Suggestion 1: note that implementing dynamic scheduling involves performing associative search - for the scales considered, this can be readily implemented (inefficiently) via linear search -- substantially more efficient data structures e.g. dictionaries/maps/etc. can also be used, but may not be worthwhile to create from scratch if you are implementing your solution in a language like C that neither supports them natively or through standard libraries. In !C, it is often simplest to use the supported associative search structures.

Suggestion 2: Do not attempt to program a closed form solution. It isn't going to work. Really, just don't. You want to do a cycle by cycle simulation.

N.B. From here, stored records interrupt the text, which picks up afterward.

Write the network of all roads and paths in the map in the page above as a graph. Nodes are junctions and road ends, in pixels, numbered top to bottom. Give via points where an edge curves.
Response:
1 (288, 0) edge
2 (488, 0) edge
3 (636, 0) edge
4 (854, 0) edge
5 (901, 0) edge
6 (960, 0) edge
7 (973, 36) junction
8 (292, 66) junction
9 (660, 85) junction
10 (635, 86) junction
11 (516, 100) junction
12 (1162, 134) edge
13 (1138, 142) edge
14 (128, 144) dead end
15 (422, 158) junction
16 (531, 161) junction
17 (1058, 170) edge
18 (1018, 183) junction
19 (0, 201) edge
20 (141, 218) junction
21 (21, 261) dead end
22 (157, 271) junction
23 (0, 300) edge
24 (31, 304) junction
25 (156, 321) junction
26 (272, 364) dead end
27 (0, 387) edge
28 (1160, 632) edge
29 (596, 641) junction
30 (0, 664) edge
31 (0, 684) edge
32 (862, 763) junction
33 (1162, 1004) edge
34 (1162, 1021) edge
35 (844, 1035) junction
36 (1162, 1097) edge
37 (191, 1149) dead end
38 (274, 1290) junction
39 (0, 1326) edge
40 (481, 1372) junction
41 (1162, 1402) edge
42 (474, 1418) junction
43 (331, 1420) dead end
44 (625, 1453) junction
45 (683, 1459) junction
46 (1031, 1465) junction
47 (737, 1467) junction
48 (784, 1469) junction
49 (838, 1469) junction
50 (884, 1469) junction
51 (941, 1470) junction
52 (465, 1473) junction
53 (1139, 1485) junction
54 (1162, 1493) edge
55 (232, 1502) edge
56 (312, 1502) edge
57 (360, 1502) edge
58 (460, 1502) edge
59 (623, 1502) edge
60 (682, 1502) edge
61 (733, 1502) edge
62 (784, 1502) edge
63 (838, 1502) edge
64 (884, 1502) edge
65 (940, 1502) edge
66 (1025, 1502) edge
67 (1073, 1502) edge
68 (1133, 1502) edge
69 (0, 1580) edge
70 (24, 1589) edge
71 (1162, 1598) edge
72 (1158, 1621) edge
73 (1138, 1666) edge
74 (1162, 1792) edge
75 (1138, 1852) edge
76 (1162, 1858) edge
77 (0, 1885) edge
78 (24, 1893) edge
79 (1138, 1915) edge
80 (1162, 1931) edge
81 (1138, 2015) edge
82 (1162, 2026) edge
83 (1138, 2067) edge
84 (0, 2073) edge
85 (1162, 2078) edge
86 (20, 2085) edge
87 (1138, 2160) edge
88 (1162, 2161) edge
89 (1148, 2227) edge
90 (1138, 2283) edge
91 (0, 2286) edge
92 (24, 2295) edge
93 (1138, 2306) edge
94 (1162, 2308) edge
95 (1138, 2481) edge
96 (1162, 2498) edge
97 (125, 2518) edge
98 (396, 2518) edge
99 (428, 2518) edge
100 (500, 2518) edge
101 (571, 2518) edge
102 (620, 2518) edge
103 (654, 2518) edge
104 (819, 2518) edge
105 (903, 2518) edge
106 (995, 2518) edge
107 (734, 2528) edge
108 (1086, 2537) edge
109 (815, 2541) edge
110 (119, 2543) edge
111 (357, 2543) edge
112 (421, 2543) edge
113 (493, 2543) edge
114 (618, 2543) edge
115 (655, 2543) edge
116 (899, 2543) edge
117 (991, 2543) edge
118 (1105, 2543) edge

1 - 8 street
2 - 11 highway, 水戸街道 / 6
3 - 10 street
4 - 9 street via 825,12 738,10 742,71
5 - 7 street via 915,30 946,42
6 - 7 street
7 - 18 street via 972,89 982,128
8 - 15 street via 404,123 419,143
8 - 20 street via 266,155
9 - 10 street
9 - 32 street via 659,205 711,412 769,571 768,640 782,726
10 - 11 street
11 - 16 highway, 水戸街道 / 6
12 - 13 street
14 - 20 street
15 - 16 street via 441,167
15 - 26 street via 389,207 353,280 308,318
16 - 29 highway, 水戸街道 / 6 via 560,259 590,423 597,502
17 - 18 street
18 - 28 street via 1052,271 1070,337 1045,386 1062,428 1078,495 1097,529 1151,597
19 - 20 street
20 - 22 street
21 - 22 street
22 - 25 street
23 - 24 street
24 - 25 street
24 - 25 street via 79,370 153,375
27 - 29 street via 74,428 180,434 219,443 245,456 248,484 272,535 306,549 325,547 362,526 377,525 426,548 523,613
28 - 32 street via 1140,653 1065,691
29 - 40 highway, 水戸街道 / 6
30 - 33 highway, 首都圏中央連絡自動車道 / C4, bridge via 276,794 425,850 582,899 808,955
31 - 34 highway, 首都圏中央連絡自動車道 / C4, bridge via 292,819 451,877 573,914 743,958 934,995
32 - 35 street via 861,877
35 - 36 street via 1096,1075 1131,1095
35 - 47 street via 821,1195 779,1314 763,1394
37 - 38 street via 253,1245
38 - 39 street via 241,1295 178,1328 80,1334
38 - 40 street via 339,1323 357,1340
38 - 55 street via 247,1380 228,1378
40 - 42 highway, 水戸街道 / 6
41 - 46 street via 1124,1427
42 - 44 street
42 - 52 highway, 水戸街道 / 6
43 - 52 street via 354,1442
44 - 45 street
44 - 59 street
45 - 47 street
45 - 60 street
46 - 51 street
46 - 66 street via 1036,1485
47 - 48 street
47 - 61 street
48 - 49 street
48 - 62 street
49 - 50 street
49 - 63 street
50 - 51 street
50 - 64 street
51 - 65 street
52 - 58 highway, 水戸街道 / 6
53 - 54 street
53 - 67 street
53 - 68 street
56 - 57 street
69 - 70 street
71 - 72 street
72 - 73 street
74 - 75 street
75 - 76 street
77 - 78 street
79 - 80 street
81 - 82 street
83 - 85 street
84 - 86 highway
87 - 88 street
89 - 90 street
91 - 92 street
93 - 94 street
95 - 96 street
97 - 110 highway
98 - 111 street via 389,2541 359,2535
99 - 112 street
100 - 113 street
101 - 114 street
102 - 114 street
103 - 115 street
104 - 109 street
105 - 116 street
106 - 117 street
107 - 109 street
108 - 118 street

Suggestion 3: No, really, you want to do a cycle by cycle simulation. Once you've parsed the input file into an internal data structure, the heart of your solution should be wrapped inside a loop that iterates over all of the structures that need to be updated in a given cycle and then repeats until all instructions have committed.

Consider the following as a reasonable guideline for your top level function:

int main(int argc, char** argv){

init(argc,argv);

unsigned int committedInsts=0;

unsigned int fetchIndex=0;

while(committedInsts<icount){

committedInsts=commit(committedInsts);

WB();

Issue();

Dispatch();

Rename();

Decode();

fetchIndex=fetch(fetchIndex);

cyclecount++;

}

emitOutput();

return 0;

}

Suggestion 4: You're going to want to simulate the relevant structures. The in-order portions of the pipeline effectively function as queues - so, use queues to model them. The free list can be similarly modeled. The map table is a table, as is the ready table - both can be modeled with simple arrays.

The IQ needs associative lookups - you can be cleverly efficient with mapping structures or you can just search the entire structure linearly every cycle, your choice.

Suggestion 5: Excluding your input/output parsing/formatting code (which may vary greatly in verbosity between languages) the functions implementing your primary simulator loop should probably be no more than 100-200 lines of code, give or take. Depending on implementation approach, most pipeline stages should be relatively straightforward to implement. Expect RENAME and ISSUE to be somewhat more complicated.

Suggestion 6: You will want to keep track of all of the intermediate data associated with your instruction as it goes through each stage. It's probably a good idea to define a data structure for each instruction that collects both its architectural properties and its transient microarchitectural state properties (i.e. at the least, what an ROB entry would need to hold)

Suggestion 7: Once all of the provided example files work for you, consider creating some input files of your own to see how the simulation output responds -- the real goal of this assignment is to get you thinking about how you would build (one of the components of) a tool to help explore the many possible implementations and policy options that are possible in processors. How might you need to change your code to model asymmetric numbers of functional units? Variable functional unit latency/pipelining? Cache misses? Control instructions?